▶ What you are asked to do
When you reach the line containing "thumb mcp: (1313, 955)" in the entries below, begin reproducing lines exactly, and stop once the line containing "ring dip: (830, 950)" is done.

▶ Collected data
=== Section Start ===
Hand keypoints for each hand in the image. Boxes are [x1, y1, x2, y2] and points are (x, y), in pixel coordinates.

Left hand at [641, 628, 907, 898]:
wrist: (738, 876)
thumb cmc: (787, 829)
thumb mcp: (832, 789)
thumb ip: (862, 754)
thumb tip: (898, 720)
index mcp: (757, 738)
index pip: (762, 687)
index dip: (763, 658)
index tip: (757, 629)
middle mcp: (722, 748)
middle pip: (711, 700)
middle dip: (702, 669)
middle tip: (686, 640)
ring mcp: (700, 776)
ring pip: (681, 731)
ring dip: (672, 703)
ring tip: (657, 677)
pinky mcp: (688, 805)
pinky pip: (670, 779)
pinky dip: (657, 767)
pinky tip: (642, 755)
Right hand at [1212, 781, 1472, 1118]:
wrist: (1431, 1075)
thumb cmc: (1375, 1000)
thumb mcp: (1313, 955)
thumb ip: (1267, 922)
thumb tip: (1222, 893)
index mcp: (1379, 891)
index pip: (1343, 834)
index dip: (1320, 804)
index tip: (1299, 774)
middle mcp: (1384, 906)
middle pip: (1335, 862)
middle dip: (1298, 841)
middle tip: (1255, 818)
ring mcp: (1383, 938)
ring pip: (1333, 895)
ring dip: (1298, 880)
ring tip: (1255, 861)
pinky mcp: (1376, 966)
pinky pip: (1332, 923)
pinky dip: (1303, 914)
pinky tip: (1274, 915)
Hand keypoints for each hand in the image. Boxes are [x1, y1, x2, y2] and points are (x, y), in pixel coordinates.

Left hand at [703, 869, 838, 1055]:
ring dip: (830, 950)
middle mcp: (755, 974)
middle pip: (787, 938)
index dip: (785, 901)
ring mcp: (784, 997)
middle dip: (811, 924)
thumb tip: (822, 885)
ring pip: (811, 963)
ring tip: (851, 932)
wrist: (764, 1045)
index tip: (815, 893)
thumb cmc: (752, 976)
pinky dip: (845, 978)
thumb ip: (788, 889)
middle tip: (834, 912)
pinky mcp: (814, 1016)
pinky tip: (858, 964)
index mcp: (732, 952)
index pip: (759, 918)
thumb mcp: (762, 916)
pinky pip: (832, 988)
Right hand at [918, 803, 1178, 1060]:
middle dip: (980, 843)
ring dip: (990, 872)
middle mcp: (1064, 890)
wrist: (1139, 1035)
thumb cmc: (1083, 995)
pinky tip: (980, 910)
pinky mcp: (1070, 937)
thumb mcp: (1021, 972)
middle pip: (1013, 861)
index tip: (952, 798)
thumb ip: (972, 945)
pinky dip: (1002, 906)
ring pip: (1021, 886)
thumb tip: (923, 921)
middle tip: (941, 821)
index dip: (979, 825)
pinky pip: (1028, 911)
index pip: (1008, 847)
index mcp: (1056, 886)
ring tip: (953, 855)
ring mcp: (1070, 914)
=== Section End ===
▶ Problem solution
thumb mcp: (1313, 955)
thumb ip: (1267, 922)
thumb tip: (1222, 893)
index mcp: (1379, 891)
index pip: (1343, 834)
index dip: (1320, 804)
index tip: (1299, 774)
middle mcp: (1384, 906)
middle pip: (1335, 862)
middle dip: (1298, 841)
middle tip: (1255, 818)
ring mcp: (1383, 938)
ring pip: (1333, 895)
ring dip: (1298, 880)
ring tip: (1255, 861)
pinky mcp: (1376, 966)
pinky pip: (1332, 923)
pinky dip: (1303, 914)
pinky tip: (1274, 915)
Hand keypoints for each hand in the image. Boxes are [x1, y1, x2, y2] and points are (x, y), in pixel coordinates.

Left hand at [703, 869, 838, 1055]:
ring dip: (830, 950)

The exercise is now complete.